WHAT YOU WILL DO:
Scan the entries for the word "nodes" and return every line that has it.
===== SUPPLIED RECORDS
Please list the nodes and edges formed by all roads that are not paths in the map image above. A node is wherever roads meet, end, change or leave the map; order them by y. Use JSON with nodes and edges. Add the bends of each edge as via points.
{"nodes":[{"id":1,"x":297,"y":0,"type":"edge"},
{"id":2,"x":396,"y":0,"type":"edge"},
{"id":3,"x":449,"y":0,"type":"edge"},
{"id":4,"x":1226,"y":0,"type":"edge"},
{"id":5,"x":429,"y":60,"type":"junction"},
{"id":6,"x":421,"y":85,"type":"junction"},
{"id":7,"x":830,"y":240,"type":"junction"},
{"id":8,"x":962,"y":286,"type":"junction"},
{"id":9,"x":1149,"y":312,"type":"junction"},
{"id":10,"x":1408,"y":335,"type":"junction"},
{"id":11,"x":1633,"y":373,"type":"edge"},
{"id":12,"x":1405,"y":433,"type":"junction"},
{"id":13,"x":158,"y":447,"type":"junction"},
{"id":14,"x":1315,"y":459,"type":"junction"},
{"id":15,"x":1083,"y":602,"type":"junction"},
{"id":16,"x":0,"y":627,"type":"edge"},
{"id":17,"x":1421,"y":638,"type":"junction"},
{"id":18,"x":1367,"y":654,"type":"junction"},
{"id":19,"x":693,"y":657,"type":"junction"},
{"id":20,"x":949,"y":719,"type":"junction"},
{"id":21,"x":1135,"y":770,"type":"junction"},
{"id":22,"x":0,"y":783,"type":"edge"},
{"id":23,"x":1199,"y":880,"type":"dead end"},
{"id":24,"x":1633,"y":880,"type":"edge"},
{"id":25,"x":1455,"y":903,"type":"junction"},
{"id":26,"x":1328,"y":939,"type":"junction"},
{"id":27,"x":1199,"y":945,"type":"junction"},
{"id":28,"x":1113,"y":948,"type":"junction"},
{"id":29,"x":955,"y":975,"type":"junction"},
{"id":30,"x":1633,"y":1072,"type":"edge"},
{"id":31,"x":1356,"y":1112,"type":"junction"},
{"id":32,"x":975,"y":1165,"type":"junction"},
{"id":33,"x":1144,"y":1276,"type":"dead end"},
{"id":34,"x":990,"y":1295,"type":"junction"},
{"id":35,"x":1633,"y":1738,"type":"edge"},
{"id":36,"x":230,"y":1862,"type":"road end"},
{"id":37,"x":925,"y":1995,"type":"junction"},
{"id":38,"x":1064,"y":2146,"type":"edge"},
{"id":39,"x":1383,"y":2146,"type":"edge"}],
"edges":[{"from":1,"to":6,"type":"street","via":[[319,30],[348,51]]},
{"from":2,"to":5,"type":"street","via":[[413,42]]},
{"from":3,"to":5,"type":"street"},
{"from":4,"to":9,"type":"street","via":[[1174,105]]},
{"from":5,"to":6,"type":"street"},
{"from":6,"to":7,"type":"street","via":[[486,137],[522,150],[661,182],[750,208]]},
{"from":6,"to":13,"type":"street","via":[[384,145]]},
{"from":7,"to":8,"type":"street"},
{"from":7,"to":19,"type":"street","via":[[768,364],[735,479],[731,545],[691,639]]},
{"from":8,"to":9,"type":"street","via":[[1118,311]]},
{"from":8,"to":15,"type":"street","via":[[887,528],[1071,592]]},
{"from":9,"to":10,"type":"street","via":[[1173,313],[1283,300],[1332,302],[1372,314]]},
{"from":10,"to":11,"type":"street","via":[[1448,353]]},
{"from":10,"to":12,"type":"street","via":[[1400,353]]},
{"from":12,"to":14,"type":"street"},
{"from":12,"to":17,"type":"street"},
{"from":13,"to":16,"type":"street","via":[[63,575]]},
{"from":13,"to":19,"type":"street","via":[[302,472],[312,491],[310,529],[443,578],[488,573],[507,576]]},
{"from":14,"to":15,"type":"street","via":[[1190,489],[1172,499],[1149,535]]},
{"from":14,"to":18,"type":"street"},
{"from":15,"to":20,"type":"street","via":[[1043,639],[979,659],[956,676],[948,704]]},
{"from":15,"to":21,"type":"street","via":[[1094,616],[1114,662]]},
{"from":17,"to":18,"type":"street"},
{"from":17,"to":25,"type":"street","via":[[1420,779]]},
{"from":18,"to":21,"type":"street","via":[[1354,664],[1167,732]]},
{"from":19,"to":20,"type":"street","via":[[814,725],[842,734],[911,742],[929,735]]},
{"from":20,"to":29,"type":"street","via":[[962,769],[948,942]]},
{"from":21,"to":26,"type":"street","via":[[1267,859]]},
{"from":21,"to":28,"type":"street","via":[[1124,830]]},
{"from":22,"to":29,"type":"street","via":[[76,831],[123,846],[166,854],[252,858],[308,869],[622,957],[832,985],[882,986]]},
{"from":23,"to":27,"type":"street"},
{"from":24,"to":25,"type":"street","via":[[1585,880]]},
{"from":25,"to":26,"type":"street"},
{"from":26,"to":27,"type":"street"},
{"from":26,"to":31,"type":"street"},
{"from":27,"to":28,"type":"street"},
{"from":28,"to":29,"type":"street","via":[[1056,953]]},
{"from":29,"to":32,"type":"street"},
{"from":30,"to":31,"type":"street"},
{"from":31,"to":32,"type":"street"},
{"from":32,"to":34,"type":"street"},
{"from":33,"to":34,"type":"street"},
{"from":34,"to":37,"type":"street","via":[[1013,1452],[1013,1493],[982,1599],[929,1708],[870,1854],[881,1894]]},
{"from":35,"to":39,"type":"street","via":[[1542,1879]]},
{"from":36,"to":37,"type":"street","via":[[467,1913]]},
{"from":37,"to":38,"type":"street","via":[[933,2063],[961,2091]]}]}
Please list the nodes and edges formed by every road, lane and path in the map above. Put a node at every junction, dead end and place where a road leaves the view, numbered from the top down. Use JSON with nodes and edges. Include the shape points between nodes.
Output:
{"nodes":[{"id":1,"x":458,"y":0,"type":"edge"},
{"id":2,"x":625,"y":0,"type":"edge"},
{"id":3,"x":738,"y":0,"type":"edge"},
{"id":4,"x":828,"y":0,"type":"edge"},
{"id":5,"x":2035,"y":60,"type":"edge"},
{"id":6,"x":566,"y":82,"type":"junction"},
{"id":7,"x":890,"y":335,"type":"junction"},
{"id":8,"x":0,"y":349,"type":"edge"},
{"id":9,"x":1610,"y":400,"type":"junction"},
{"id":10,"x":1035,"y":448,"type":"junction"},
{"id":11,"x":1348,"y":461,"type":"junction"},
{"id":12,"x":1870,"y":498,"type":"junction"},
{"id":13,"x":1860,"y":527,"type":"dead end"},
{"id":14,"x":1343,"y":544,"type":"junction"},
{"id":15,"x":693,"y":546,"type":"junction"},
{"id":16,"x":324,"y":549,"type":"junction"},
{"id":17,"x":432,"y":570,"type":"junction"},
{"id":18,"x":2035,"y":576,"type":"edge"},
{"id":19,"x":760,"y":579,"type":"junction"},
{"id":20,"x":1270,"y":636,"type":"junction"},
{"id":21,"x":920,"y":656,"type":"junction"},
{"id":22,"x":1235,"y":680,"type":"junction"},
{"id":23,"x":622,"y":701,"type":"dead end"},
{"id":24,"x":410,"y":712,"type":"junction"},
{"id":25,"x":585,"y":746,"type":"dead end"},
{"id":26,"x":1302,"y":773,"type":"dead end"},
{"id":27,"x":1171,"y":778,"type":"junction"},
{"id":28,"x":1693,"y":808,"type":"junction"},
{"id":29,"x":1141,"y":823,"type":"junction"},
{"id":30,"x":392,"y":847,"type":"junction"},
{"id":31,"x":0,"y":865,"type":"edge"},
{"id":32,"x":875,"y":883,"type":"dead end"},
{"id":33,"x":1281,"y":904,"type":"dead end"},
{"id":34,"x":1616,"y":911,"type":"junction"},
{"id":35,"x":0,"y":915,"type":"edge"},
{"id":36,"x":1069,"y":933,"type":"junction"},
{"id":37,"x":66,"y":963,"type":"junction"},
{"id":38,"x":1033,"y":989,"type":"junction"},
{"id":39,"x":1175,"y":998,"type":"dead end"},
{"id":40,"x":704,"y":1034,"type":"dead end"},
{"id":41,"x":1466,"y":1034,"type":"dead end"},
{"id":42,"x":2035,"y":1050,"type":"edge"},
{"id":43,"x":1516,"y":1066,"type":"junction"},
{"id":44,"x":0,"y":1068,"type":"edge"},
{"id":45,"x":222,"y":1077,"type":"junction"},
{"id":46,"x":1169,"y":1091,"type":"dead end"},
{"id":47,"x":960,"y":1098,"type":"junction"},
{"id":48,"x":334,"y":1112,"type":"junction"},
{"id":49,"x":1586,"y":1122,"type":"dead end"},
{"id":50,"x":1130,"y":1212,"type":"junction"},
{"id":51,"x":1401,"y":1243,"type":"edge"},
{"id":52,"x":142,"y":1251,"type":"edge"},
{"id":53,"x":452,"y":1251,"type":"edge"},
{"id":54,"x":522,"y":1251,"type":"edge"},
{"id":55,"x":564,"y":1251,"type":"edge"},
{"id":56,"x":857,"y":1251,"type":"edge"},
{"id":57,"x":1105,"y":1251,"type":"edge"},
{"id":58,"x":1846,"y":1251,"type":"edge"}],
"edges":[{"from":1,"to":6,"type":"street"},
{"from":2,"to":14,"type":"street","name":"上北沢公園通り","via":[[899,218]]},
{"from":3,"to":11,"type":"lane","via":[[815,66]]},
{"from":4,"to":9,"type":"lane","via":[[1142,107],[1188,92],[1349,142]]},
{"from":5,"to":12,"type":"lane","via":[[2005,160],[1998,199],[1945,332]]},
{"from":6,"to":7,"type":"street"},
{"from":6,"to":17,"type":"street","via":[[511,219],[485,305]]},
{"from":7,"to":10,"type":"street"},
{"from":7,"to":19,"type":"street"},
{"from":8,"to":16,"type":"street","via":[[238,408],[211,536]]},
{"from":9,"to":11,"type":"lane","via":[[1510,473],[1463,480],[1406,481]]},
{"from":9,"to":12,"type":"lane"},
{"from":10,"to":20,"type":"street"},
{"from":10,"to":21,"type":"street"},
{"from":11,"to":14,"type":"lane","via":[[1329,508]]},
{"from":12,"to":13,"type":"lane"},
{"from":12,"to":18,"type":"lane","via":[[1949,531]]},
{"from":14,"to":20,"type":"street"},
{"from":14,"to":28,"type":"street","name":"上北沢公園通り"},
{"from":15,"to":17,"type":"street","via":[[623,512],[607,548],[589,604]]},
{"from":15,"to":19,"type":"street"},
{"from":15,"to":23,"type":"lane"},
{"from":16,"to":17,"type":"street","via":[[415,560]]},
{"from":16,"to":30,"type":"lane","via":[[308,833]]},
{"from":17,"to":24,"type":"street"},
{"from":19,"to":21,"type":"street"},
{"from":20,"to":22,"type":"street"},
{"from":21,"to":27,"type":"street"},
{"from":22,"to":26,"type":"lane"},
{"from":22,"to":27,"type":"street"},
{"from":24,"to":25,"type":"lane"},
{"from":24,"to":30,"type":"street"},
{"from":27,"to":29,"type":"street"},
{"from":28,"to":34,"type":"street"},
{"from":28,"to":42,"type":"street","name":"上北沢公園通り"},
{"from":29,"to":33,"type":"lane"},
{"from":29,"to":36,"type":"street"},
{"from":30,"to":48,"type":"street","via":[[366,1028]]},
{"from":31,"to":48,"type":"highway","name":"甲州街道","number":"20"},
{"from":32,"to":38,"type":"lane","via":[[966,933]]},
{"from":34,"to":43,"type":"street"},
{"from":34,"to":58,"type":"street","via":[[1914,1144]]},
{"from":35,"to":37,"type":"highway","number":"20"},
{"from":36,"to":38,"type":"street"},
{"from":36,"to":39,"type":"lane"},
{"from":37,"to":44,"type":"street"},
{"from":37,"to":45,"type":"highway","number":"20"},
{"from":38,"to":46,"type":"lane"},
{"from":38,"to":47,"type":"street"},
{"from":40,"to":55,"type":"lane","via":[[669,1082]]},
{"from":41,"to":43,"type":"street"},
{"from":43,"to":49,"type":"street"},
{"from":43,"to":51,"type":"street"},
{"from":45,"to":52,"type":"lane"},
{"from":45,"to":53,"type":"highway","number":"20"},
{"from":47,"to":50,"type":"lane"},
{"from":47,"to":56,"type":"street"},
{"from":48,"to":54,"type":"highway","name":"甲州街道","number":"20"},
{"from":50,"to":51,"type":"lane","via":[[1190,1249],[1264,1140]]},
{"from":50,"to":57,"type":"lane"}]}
==========
RESULT OF THIS EXERCISE:
Please list the nodes and edges formed by all roads that are not paths in the map image above. A node is wherever roads meet, end, change or leave the map; order them by y. Use JSON with nodes and edges. Add the bends of each edge as via points.
{"nodes":[{"id":1,"x":297,"y":0,"type":"edge"},
Please list the nodes and edges formed by every road, lane and path in the map above. Put a node at every junction, dead end and place where a road leaves the view, numbered from the top down. Use JSON with nodes and edges. Include the shape points between nodes.
{"nodes":[{"id":1,"x":458,"y":0,"type":"edge"},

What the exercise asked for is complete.